§ Your instructions
Repeat each entry word for word.

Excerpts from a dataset

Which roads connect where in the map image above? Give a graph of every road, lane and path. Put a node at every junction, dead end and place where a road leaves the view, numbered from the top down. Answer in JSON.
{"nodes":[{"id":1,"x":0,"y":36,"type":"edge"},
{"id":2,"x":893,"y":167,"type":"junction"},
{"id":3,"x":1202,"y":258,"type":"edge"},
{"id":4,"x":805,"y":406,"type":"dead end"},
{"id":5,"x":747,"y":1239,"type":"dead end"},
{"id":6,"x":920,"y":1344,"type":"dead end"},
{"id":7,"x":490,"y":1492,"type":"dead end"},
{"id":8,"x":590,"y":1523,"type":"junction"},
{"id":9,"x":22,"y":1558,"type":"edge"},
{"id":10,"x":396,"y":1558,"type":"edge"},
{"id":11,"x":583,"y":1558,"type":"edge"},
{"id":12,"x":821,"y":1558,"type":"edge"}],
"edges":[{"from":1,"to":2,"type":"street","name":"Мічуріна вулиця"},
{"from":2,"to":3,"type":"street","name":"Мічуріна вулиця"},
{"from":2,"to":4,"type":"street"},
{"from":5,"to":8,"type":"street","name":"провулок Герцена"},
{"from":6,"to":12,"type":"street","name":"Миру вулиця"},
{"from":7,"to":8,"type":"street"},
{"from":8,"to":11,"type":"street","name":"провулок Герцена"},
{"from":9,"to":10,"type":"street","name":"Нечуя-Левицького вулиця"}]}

§ Exercise answer
Which roads connect where in the map image above? Give a graph of every road, lane and path. Put a node at every junction, dead end and place where a road leaves the view, numbered from the top down. Answer in JSON.
{"nodes":[{"id":1,"x":0,"y":36,"type":"edge"},
{"id":2,"x":893,"y":167,"type":"junction"},
{"id":3,"x":1202,"y":258,"type":"edge"},
{"id":4,"x":805,"y":406,"type":"dead end"},
{"id":5,"x":747,"y":1239,"type":"dead end"},
{"id":6,"x":920,"y":1344,"type":"dead end"},
{"id":7,"x":490,"y":1492,"type":"dead end"},
{"id":8,"x":590,"y":1523,"type":"junction"},
{"id":9,"x":22,"y":1558,"type":"edge"},
{"id":10,"x":396,"y":1558,"type":"edge"},
{"id":11,"x":583,"y":1558,"type":"edge"},
{"id":12,"x":821,"y":1558,"type":"edge"}],
"edges":[{"from":1,"to":2,"type":"street","name":"Мічуріна вулиця"},
{"from":2,"to":3,"type":"street","name":"Мічуріна вулиця"},
{"from":2,"to":4,"type":"street"},
{"from":5,"to":8,"type":"street","name":"провулок Герцена"},
{"from":6,"to":12,"type":"street","name":"Миру вулиця"},
{"from":7,"to":8,"type":"street"},
{"from":8,"to":11,"type":"street","name":"провулок Герцена"},
{"from":9,"to":10,"type":"street","name":"Нечуя-Левицького вулиця"}]}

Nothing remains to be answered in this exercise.